PySight Post Processing

Fluorescence Lifetime Imaging

pysight.post_processing.flim.add_bins_to_df(df: pandas.core.frame.DataFrame, edges: List[numpy.ndarray], col_names: List[str])[source]

Essentially a multi-dimensions histogram within a pandas dataframe. Sets each dimension a bin_of_dim{{num_of_dimension}} column where the value is the bin of the photon. Binning is based on {{edges}}. Used to group photons by pseudo-coordinates in order to estimate lifetime of a coordinate within a frame. :return:

pysight.post_processing.flim.add_downsample_frame_idx_to_df(data: pandas.core.frame.DataFrame, chan: int, frames: pandas.core.series.Series, num_of_frames=256)[source]

Downsampling in time: Receives {data} and {frames} (series which maps line to frame) and adds a frame_idx column to {data}. a sequential {num_of_frames} will receive that same frame_idx value so that it can later be used to aggregate over {num_of_frames} at a time :return: original {data} DF with frame_idx column

pysight.post_processing.flim.calc_lifetime(data, bins_bet_pulses=125) → float[source]
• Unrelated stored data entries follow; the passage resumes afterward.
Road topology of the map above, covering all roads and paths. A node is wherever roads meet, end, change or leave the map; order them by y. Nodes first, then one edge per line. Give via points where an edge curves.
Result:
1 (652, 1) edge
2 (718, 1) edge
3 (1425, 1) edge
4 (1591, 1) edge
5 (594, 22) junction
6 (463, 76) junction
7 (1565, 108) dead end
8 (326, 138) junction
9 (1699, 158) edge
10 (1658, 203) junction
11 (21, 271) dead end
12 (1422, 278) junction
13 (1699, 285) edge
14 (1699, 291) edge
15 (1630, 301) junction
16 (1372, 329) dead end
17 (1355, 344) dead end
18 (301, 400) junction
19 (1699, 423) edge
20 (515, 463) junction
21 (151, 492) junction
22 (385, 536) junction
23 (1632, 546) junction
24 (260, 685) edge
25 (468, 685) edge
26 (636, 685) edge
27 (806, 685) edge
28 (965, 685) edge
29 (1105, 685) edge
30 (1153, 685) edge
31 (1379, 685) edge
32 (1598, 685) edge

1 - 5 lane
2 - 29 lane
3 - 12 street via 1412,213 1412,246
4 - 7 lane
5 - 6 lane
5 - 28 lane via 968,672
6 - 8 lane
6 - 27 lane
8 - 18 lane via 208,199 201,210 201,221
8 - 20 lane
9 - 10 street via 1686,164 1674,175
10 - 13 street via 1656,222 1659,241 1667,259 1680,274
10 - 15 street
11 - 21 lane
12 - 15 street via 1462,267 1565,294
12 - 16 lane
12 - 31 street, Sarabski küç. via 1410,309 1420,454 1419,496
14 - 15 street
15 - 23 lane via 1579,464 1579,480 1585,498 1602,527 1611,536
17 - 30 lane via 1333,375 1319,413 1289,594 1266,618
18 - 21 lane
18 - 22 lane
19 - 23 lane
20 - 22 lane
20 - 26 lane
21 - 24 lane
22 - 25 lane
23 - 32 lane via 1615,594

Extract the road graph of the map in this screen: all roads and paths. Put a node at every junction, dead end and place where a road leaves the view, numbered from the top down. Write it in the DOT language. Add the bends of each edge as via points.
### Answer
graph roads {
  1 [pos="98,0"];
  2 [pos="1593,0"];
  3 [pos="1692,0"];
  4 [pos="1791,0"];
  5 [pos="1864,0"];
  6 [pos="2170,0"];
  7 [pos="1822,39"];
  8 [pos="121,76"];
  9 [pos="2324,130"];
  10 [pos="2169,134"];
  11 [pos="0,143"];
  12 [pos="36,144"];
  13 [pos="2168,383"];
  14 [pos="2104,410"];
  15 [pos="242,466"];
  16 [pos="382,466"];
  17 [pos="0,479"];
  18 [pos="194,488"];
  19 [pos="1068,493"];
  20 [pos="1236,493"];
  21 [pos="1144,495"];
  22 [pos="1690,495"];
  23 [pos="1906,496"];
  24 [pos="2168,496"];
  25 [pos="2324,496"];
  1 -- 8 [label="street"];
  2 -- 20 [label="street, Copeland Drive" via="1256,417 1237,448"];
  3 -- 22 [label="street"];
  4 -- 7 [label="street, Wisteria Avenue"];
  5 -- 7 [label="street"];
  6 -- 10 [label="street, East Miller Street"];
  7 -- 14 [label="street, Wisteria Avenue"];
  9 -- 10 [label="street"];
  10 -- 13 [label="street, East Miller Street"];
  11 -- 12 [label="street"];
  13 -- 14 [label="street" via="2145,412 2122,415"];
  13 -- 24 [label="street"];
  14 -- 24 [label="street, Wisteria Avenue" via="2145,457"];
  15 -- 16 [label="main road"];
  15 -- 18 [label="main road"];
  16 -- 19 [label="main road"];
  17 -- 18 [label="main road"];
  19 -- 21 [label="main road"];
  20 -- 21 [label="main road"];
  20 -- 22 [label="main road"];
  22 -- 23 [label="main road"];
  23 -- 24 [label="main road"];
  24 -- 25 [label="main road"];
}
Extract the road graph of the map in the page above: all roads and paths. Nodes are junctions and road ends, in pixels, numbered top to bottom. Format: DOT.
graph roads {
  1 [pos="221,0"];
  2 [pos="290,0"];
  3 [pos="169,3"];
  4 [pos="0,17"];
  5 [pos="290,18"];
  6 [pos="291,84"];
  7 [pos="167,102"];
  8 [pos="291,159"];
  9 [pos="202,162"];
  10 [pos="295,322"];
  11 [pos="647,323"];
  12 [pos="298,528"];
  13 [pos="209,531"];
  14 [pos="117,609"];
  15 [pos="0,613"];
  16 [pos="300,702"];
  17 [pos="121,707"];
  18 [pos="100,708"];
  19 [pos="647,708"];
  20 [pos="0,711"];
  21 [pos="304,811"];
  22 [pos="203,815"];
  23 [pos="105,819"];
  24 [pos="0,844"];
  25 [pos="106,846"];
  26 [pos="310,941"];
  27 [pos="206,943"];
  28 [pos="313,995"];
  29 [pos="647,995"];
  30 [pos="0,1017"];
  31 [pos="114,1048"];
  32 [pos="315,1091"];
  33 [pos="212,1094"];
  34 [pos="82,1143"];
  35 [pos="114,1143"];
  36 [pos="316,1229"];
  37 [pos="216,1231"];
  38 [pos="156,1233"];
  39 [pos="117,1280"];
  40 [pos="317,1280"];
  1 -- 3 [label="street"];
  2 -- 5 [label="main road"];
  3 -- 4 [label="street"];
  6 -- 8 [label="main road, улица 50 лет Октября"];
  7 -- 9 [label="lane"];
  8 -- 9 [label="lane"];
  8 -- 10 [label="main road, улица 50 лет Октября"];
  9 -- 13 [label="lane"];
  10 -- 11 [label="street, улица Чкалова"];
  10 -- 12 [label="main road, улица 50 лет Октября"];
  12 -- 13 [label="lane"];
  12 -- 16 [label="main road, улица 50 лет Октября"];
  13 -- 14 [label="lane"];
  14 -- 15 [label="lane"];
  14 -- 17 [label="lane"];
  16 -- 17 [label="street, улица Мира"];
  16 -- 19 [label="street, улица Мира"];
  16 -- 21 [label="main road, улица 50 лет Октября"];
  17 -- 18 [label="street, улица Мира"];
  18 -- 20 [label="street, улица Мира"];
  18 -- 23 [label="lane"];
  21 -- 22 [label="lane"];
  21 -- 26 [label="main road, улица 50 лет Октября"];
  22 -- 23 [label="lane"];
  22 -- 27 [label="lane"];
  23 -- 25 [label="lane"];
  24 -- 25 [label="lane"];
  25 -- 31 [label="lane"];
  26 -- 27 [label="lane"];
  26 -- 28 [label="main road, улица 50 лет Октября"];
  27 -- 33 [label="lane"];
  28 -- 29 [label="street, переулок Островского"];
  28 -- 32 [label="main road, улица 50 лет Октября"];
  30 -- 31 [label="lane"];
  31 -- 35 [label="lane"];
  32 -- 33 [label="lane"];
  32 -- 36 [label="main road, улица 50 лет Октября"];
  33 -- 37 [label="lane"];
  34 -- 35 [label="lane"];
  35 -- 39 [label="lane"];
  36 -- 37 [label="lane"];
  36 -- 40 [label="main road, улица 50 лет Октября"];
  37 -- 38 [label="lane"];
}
calculate lifetime by creating an histogramming the photons by time of arrival, we would then expect to see an exponential decay to which we can fit an exponential curve to estimate the lifetime. a Savitzky Golay filter is applied to the histogram to smooth out noise. :param data: array of photon times of arrival :param bins_bet_pulses: number of bins to split the photons into :return: estimate lifetime (int)

pysight.post_processing.flim.flip_photons(data: pandas.core.frame.DataFrame, edges_of_lines_dim: numpy.array, lines: numpy.array, num_of_pixels: int)[source]

Receives {data} and flips every odd line by finding the mean time diff between the first 256 lines of {data}, and subtracting that mean from the odd lines.